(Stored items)
[Start of section]

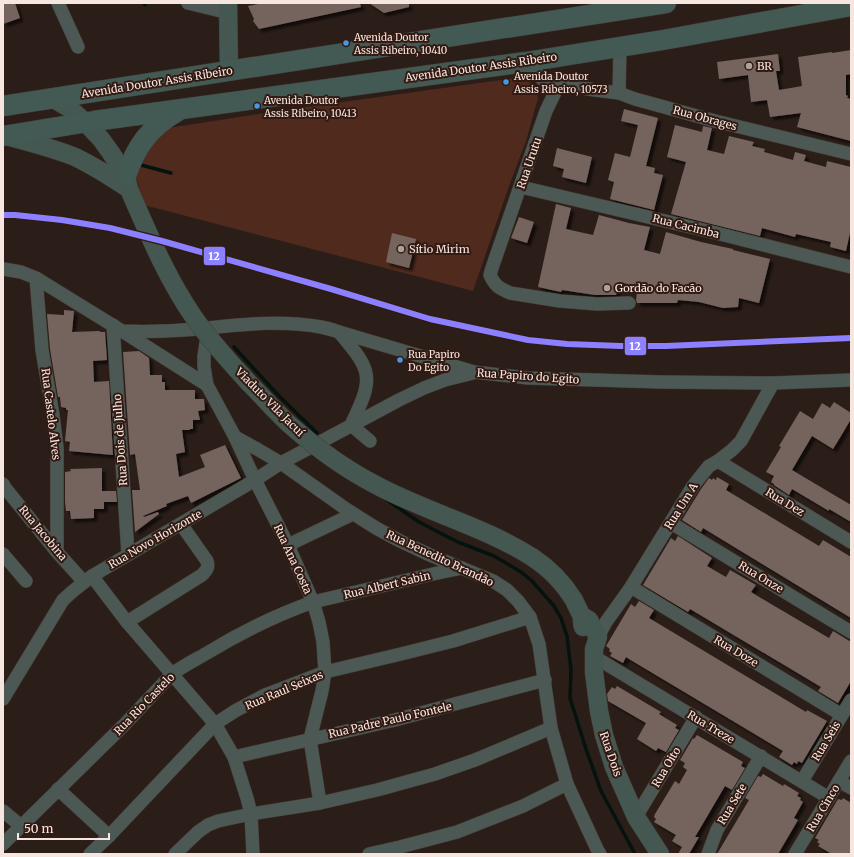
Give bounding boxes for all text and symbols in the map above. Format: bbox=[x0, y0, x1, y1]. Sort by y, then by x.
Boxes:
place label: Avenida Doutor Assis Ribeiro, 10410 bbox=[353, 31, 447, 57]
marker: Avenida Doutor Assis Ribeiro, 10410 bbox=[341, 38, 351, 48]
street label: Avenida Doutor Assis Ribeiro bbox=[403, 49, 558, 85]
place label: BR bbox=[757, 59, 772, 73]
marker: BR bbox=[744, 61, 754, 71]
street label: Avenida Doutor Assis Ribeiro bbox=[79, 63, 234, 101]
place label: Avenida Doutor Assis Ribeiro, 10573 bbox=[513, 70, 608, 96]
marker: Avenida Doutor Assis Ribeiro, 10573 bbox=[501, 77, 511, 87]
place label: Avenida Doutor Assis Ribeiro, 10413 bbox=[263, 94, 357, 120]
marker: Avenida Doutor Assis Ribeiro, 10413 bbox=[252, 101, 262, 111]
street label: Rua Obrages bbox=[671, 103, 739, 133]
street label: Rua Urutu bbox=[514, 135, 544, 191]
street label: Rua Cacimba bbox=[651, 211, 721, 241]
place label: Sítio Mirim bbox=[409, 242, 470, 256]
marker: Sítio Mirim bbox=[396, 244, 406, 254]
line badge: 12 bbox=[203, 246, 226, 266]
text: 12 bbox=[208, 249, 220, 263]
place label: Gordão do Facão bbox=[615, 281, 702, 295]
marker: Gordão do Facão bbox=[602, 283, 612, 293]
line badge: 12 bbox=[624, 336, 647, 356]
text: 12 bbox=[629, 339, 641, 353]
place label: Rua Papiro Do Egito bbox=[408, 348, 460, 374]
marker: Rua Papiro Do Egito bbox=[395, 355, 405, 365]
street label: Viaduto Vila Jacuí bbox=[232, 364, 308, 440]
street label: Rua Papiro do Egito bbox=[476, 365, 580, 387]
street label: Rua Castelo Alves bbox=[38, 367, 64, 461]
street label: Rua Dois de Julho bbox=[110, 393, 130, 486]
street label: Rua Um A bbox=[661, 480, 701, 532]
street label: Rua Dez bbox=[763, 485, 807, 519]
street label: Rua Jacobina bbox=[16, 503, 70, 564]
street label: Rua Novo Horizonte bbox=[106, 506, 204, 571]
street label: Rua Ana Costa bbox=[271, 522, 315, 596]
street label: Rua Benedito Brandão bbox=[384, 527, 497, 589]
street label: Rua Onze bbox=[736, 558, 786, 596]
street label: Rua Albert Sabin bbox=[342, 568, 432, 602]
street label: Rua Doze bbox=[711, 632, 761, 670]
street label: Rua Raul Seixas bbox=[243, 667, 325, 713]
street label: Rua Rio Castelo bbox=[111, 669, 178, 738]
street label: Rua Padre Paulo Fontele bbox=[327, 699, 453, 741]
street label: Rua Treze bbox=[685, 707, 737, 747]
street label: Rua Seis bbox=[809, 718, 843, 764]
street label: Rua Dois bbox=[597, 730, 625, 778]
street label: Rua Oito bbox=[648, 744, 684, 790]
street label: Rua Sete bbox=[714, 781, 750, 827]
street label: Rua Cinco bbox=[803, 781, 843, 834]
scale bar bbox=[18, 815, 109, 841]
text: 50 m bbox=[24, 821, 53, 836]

[End of section]

Problem details.
Copy here each line of the preceding records with "badge" in it.

Solution.
line badge: 12 bbox=[203, 246, 226, 266]
line badge: 12 bbox=[624, 336, 647, 356]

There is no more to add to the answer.